I am trying to learn graphdb and compare its capabilities with relational databases. Consider the following problem:
I have two lists of date ranges: date-in and date-out:
Date-in date ranges:
- 1/1/2000-12/31/2025
- 1/1/2026-12/31/2030
- 2/1/2030-12/31/2033
Date-out date ranges:
- 2/1/2005-12/31/2020
- 1/1/2024-12/31/2026
The calculation that I want to do is to subtract all the Date-out date ranges from the Date-in date ranges, meaning that I want to know all the date ranges described in the Date-in ranges that are not described in the Date-out ranges. Note the date ranges may overlap.
The correct answer is:
- 1/1/2000-1/31/2005
- 1/1/2021-12/31/2023
- 1/1/2027-12/31/2030
- 2/1/2030-12/31/2023
I know how to solve this problem using a relational db such as Postgres. The relational db solution would be:
Use generate_series() to list all the days described in the Date-in ranges and Date-out date. There are ~33 years here, so about 12,000 days total.

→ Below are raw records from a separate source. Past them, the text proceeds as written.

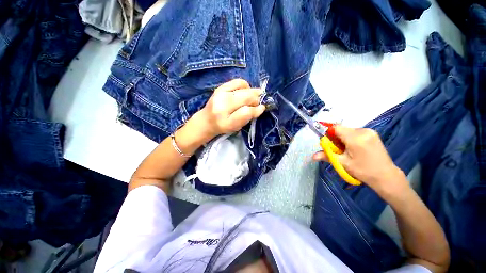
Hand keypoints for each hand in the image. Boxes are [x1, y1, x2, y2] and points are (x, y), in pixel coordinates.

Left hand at [197, 79, 265, 138]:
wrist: (207, 120)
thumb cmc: (224, 125)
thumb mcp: (236, 127)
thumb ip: (248, 118)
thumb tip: (261, 107)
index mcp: (226, 120)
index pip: (246, 112)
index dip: (256, 109)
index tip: (261, 108)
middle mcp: (222, 106)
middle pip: (246, 97)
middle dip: (256, 99)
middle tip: (257, 103)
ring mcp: (221, 94)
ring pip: (244, 89)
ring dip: (252, 92)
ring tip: (252, 97)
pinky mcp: (220, 87)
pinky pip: (238, 82)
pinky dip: (245, 85)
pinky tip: (246, 90)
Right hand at [312, 126, 406, 193]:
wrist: (385, 176)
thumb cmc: (363, 170)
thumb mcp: (343, 163)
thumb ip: (327, 156)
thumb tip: (313, 156)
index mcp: (355, 138)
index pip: (336, 128)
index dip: (328, 132)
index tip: (326, 141)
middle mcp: (363, 131)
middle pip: (342, 129)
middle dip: (335, 138)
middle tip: (337, 149)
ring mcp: (369, 131)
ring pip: (348, 131)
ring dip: (343, 138)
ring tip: (346, 150)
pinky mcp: (372, 133)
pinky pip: (355, 132)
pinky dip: (350, 138)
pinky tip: (354, 148)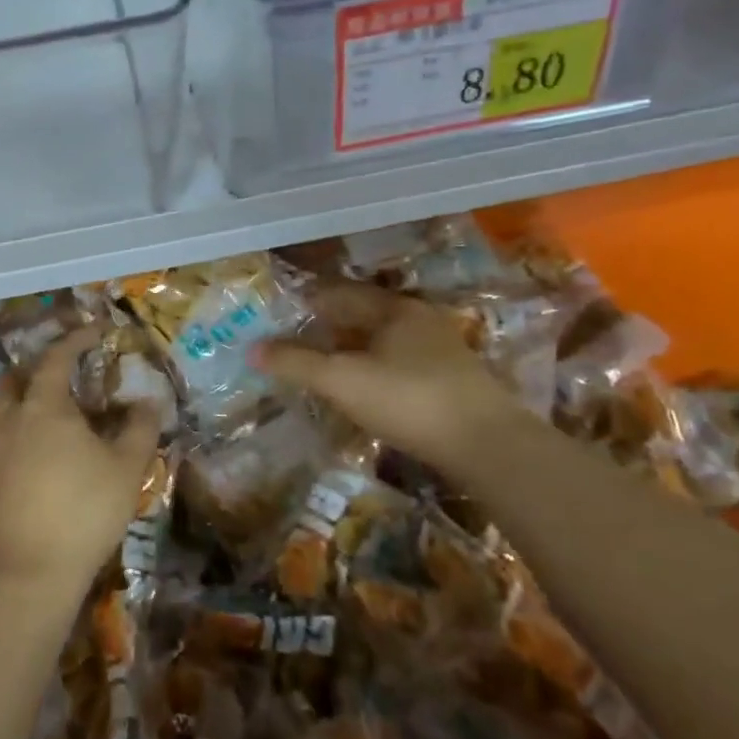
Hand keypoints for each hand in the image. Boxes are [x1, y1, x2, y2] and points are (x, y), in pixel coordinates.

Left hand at [0, 327, 161, 595]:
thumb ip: (140, 429)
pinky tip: (1, 453)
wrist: (32, 571)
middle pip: (9, 380)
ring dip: (7, 402)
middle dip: (31, 369)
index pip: (57, 359)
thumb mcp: (127, 468)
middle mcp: (12, 422)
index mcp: (46, 408)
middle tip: (58, 375)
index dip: (76, 339)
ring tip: (30, 410)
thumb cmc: (85, 510)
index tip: (95, 331)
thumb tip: (147, 402)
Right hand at [252, 281, 521, 463]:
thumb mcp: (342, 380)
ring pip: (382, 341)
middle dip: (328, 325)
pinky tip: (361, 388)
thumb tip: (251, 349)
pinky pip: (398, 363)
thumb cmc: (408, 399)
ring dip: (351, 349)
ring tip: (321, 364)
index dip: (308, 300)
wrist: (487, 445)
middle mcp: (418, 320)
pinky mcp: (451, 381)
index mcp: (393, 309)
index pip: (340, 293)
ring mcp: (439, 351)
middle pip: (363, 315)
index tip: (280, 311)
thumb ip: (296, 363)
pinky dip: (372, 368)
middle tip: (294, 339)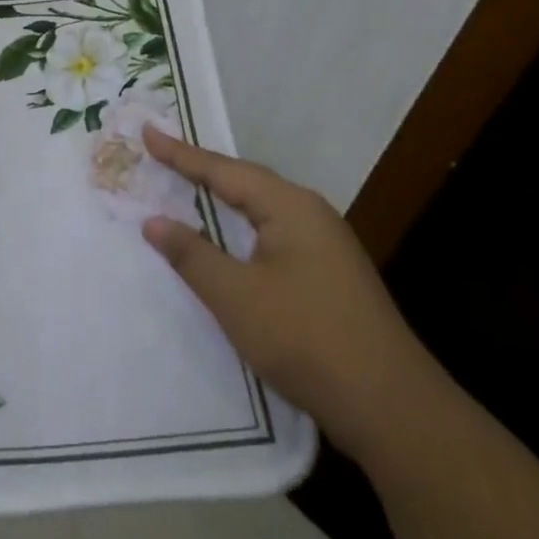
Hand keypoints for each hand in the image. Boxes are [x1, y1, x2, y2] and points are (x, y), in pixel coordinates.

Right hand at [139, 127, 445, 465]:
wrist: (391, 407)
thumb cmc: (305, 338)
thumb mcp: (235, 296)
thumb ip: (191, 254)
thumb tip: (154, 221)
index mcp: (290, 207)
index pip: (223, 170)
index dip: (180, 154)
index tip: (147, 131)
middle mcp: (310, 214)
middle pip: (245, 182)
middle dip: (201, 170)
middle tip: (161, 154)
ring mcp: (324, 245)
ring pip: (260, 210)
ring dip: (221, 199)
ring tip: (185, 185)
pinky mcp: (328, 275)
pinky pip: (271, 234)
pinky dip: (238, 228)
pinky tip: (226, 239)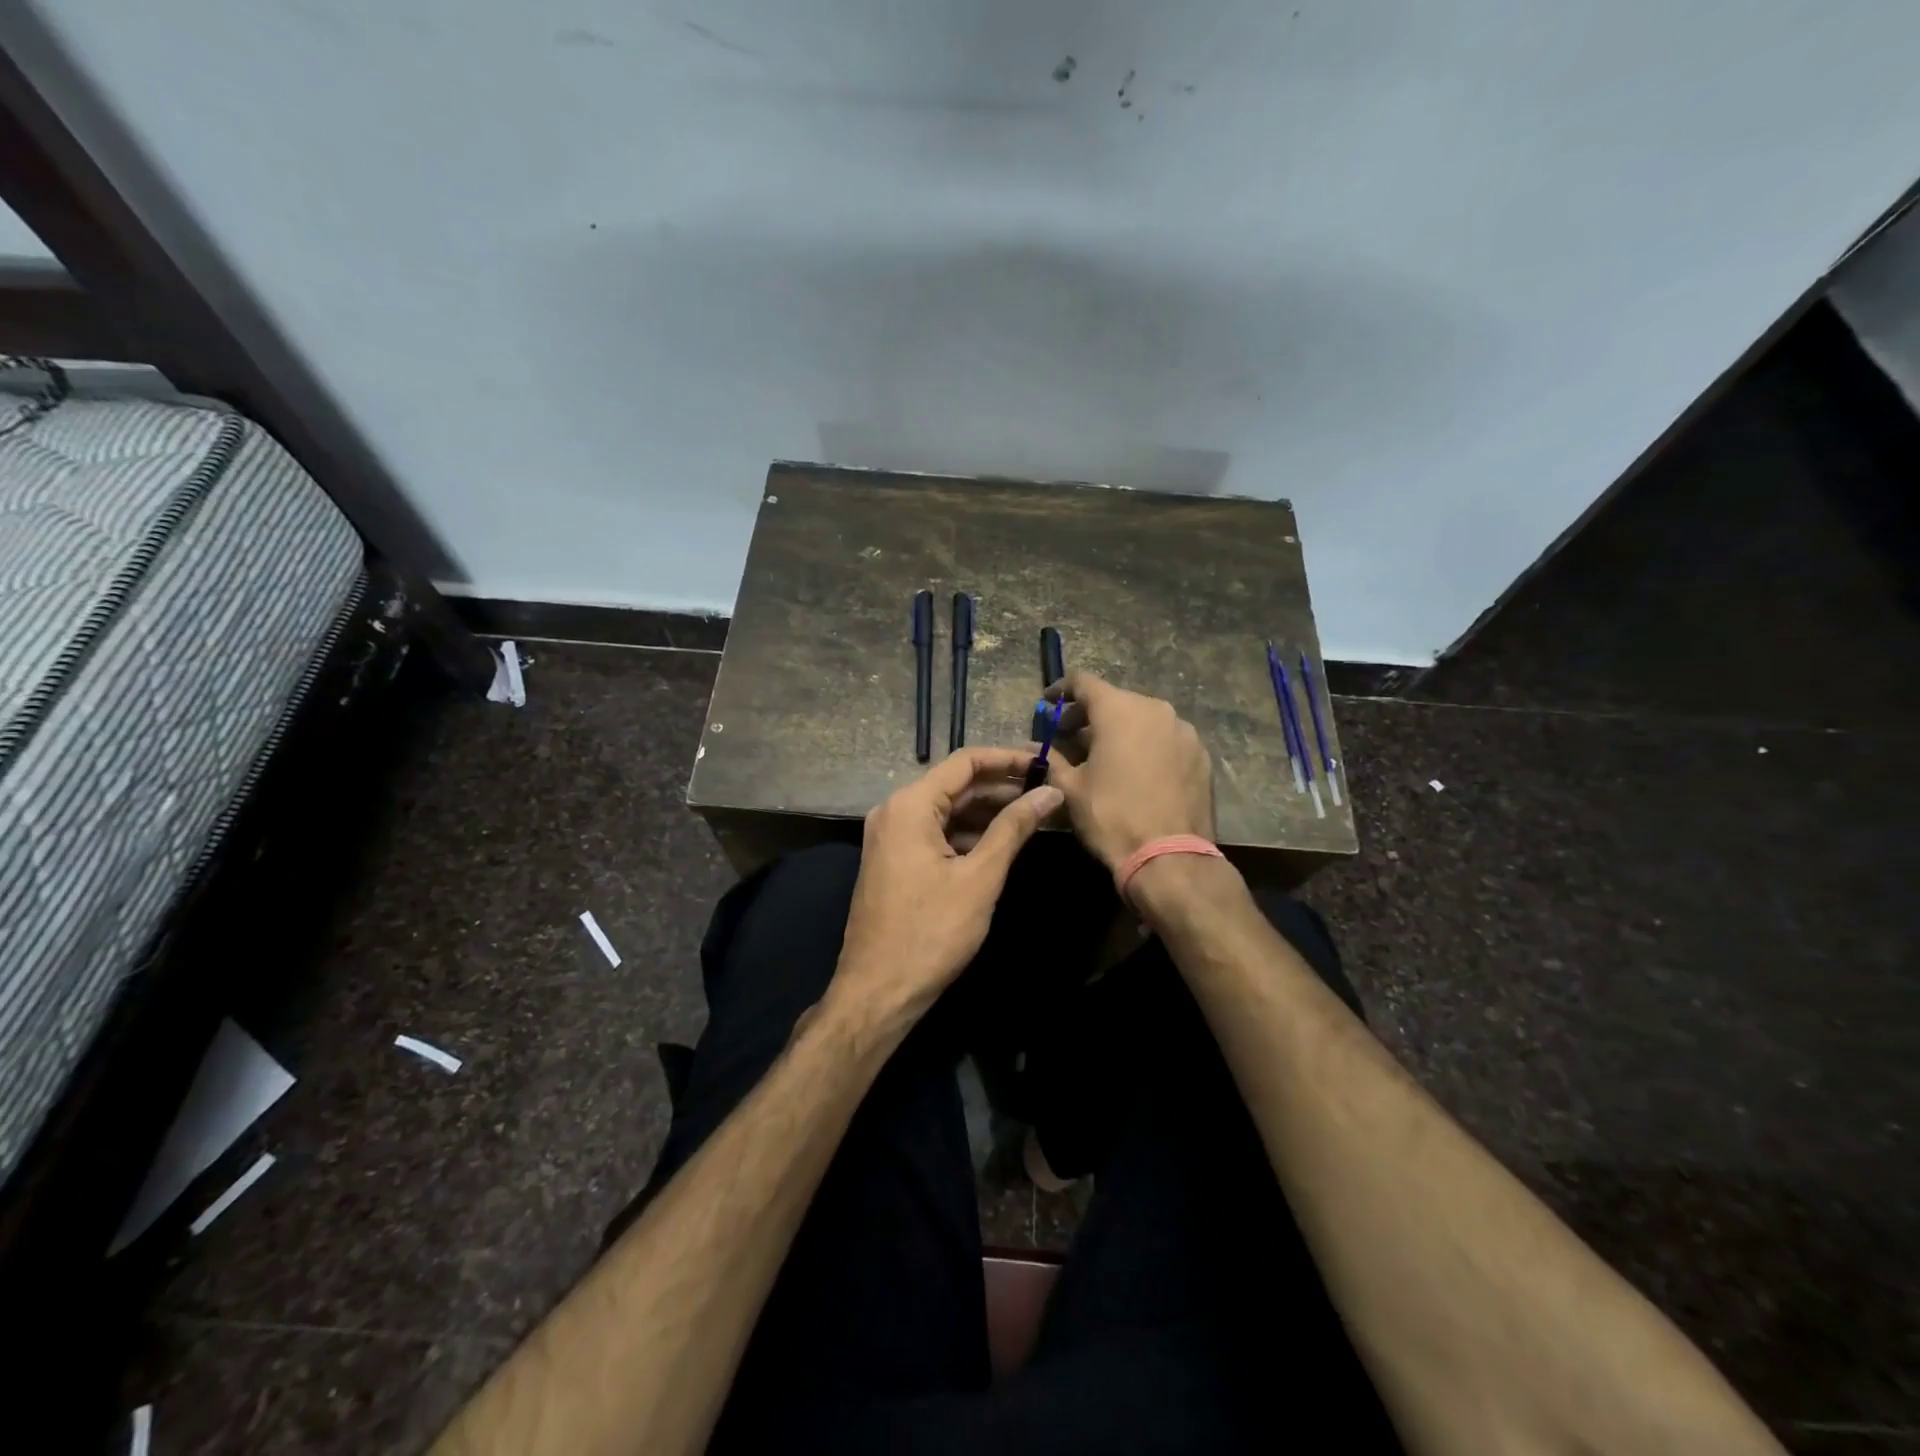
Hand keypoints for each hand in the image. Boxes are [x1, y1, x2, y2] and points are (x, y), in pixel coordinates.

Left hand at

Select all the days from the Date-in days list that are not present in the Date-out days list. This should be fast, because again, it's only ~33 years, so about 12,000 days total.
Use the "island" detection SQL query https://www.red-gate.com/simple-talk/sql/t-sql-programming/the-sql-of-gaps-and-islands-in-sequences/ to find contiguous date ranges from the resulting list of days from Step 2.
I don't have an approach to solve this problem using a graphdb gremlin traversal. I tried the same approach in graphdb as in the relational db, but there is no generate_series() in the AWS Neptune implementation of graphdb that I'm aware of. Furthermore I didn't want to add nodes to a graphdb just to run a read type query like this one.
Is there a graphdb solution for this problem?